Assassins Creed Movie – Brand Value or Cash Grab?

by on July 8, 2016

Is This an Ubisoft Cash Grab?

Gaming movies are a dicey prospect to say the least, given the genre’s track record. This season, for instance, Warcraft exposed in theaters worldwide to generally weak reviews – yet, has managed to gross $422 million worldwide (90% of which originated from outside the U. S i9000. ) and may yet get the sequel that the film greatly sets a foundation for. That is all to say: what should we expect when Ubisoft Motion Pictures launches its first video game-based movie later this 12 months, in the form of Assassin’s Creed?

“We are not going to earn a lot of money from it. It is a lot more a marketing thing, it is also good for the image of the brand. Although we will make some money, it is not the purpose of this movie. The purpose is to bring Assassin’s Creed to more people. We have our core fans, but what we would like is to put this franchise in front of a lot more people who, maybe, will then pick up future Assassin’s Creed games.”

Assassin’s Creed is directed by Mr. bieber Kurzel, who earned much in the way of critical acclaim in 2015 for his adaptation of Macbeth – a film which includes Assassin’s Creed’s Oscar-nominated lead Michael Fassbender and Oscar-winning costar Marion Cotillard, as it were. Even so, during your time on st. kitts is certainly potential there for Assassin’s Creed to become the rare critically-acclaimed video game movie version (given the talent involved), Ubisoft isn’t necessarily depositing on the film becoming a massive commercial success, too.

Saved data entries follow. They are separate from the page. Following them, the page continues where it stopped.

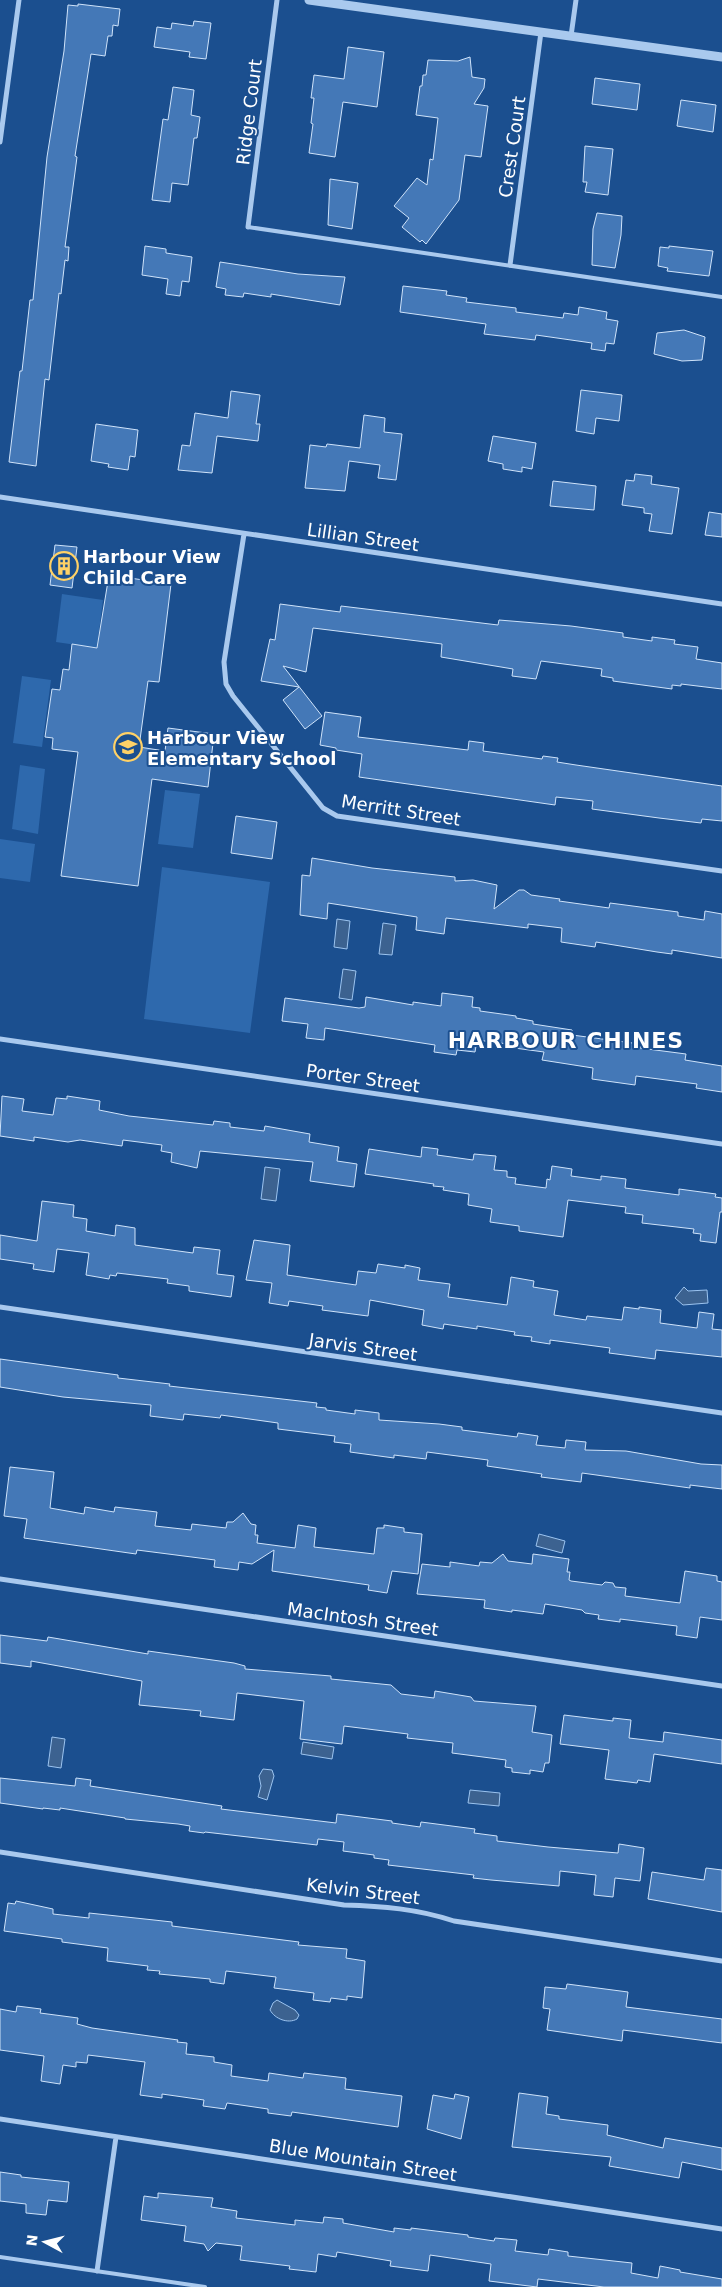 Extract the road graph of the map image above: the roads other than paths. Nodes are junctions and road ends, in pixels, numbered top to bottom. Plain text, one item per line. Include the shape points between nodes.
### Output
1 (19, 0) edge
2 (277, 0) edge
3 (309, 0) edge
4 (576, 0) edge
5 (372, 4) edge
6 (541, 32) junction
7 (571, 36) junction
8 (722, 57) edge
9 (0, 142) edge
10 (248, 227) joint
11 (510, 264) junction
12 (722, 297) edge
13 (0, 497) edge
14 (244, 534) junction
15 (722, 604) edge
16 (722, 871) edge
17 (0, 1039) edge
18 (722, 1144) edge
19 (0, 1308) edge
20 (722, 1413) edge
21 (0, 1579) edge
22 (722, 1686) edge
23 (0, 1852) edge
24 (722, 1961) edge
25 (0, 2119) edge
26 (116, 2137) junction
27 (722, 2229) edge
28 (0, 2257) edge
29 (97, 2271) junction
30 (205, 2287) edge

1 - 9 street
2 - 10 street, Ridge Court
3 - 5 street
4 - 7 street
5 - 6 street
6 - 7 street
6 - 11 street, Crest Court
7 - 8 street
10 - 11 lane
11 - 12 lane
13 - 14 street, Lillian Street
14 - 15 street, Lillian Street
14 - 16 street, Merritt Street via 224,662 226,684 324,808 337,816
17 - 18 street, Porter Street
19 - 20 street, Jarvis Street
21 - 22 street, MacIntosh Street
23 - 24 street, Kelvin Street via 344,1905 376,1905 427,1912 454,1921
25 - 26 street, Blue Mountain Street
26 - 27 street, Blue Mountain Street
26 - 29 street
28 - 29 lane
29 - 30 lane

A firm budget for the Assassin’s Creed movie has not yet recently been revealed, though estimates place it within the for 10 million baht in thailand (divide that by three for the snooze of the developed world). the standard cost for big-budget tentpoles nowadays (between $100-200 million). Ubisoft’s Western european head Alain Corre is quoted in an article published on MCV as saying that the corporation will not expect the film to be all that profitable – but that it needs to have other benefits, for the Assassin’s Creed brand generally speaking.
If Assassin’s Creed is the critical success that numerous fans are no doubt dreaming about, then it could indeed in order to boost the recognition of the Assassin’s Creed property generally speaking (like Corre says) – irrespective of it is box office performance. Corre’s comments could also be interpreted as an telling sign that Kurzel and his collaborators on the Assassin’s Creed film are being allowed a reasonable amount of creative flexibility – since the principal purpose of the job is to benefit the brand’s appeal, as contrary to drawing in as large an audience as feasible. In other words, Assassin’s Creed (in theory) doesn’t need to concern itself with appealing to as many demographics as it can be; rather, it can just give attention to being a creative and ground breaking moviegoing experience (even one with specialized niche appeal), in its own right.

Assassin’s Creed may yet are able to carve away a decent-sized slice of box office pie for itself all the same, but it will face some serious competition. The film arrives less than a week after Criminal One: A Star Battles Story hits the field and will also have to face-off with such movies as the buzzed-about sci-fi/drama Passengers (starring Philip Pratt and Jennifer Lawrence), among others. Therefore it might be for the best that the future of Ubisoft’s motion picture creation arm (and developing movies like Splinter Cell observing Dogs) won’t live or die depending how profitable a venture Assassin’s Creed proves to be.